Methodology/principal findings: In this report, the impact of orthologous gene replacement targeting the nra/rofA locus is experimentally addressed. Replacement of the native nra-lineage allele with a rofA-lineage allele, plus their respective upstream regions, preserved the polarity of Nra effects on pilus gene transcription (i.e., activation) in the skin strain Alab49. Increased pilus gene transcription in the rofA chimera correlated with a higher rate of bacterial growth at the skin. The transcriptional regulator MsmR, which represses nra and pilus gene transcription in the Alab49 parent strain, has a slight activating effect on pilus gene expression in the rofA chimera construct.
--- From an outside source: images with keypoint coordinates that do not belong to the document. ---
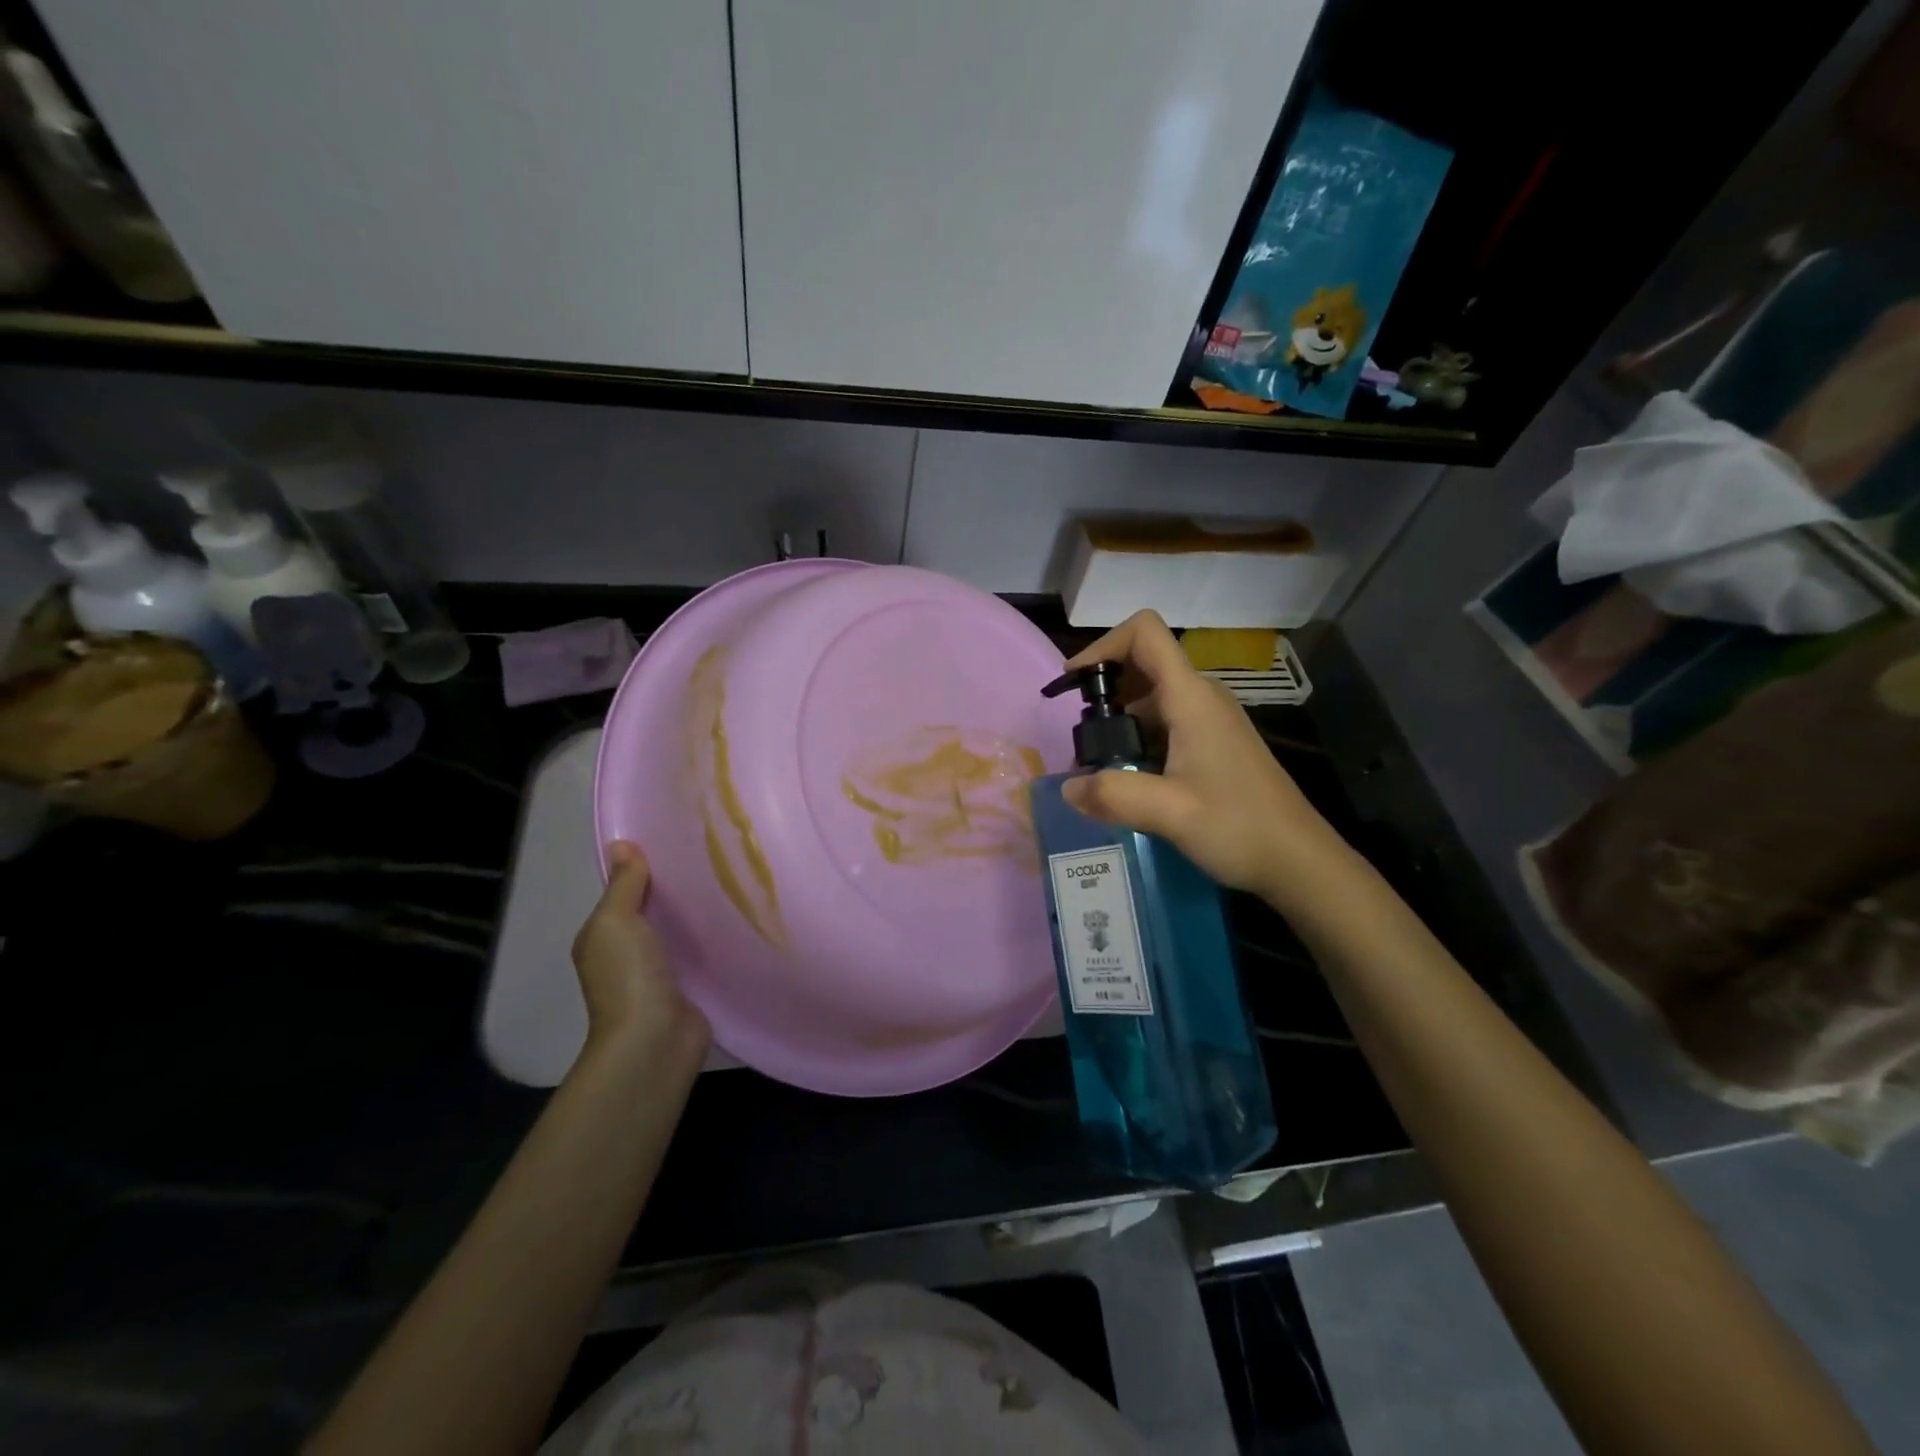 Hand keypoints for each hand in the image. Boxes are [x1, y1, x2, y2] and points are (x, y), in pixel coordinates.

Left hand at [572, 841, 709, 1061]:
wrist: (655, 1040)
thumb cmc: (629, 976)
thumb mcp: (616, 921)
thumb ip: (624, 884)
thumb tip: (622, 844)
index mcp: (603, 937)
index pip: (624, 894)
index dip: (644, 870)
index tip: (678, 841)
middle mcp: (627, 954)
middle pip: (652, 912)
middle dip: (675, 890)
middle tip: (714, 856)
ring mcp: (659, 974)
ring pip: (678, 933)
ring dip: (696, 915)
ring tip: (731, 880)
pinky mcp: (689, 988)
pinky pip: (700, 954)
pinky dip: (712, 939)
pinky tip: (736, 920)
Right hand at [1060, 612, 1351, 903]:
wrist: (1299, 861)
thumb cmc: (1239, 826)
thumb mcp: (1170, 812)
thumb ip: (1113, 795)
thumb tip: (1067, 788)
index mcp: (1191, 697)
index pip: (1145, 633)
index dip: (1103, 645)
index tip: (1074, 683)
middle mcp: (1201, 698)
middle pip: (1143, 664)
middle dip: (1104, 692)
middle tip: (1081, 739)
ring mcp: (1210, 721)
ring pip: (1151, 699)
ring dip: (1118, 722)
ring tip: (1097, 766)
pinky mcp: (1214, 744)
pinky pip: (1165, 724)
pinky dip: (1137, 740)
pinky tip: (1128, 779) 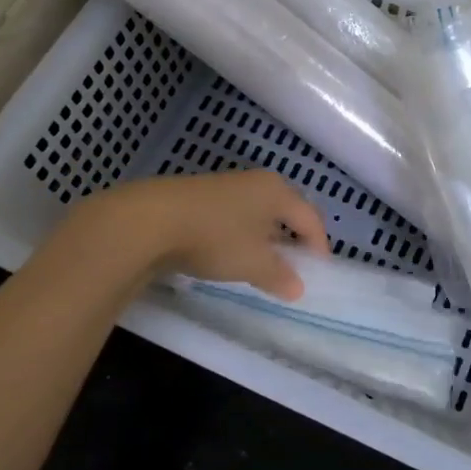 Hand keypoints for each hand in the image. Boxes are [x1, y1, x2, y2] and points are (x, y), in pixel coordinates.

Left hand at [55, 170, 328, 299]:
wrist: (151, 220)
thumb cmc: (217, 237)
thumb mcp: (254, 263)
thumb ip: (280, 275)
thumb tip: (298, 288)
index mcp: (277, 190)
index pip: (310, 217)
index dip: (318, 244)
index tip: (319, 269)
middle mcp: (255, 181)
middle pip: (285, 210)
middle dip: (292, 237)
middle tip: (295, 263)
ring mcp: (225, 185)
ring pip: (256, 212)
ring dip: (264, 236)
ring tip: (261, 262)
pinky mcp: (198, 195)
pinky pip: (232, 216)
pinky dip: (239, 234)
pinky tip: (228, 252)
Conclusions/significance: Data show that exchange of orthologous forms of a regulatory gene is stable and robust, and pathogenicity is preserved. Yet, new phenotypes may also be introduced by altering the circuitry within a complex transcriptional regulatory network. It is proposed that orthologous gene replacement via interspecies exchange is an important mechanism in the evolution of highly recombining bacteria such as S. pyogenes.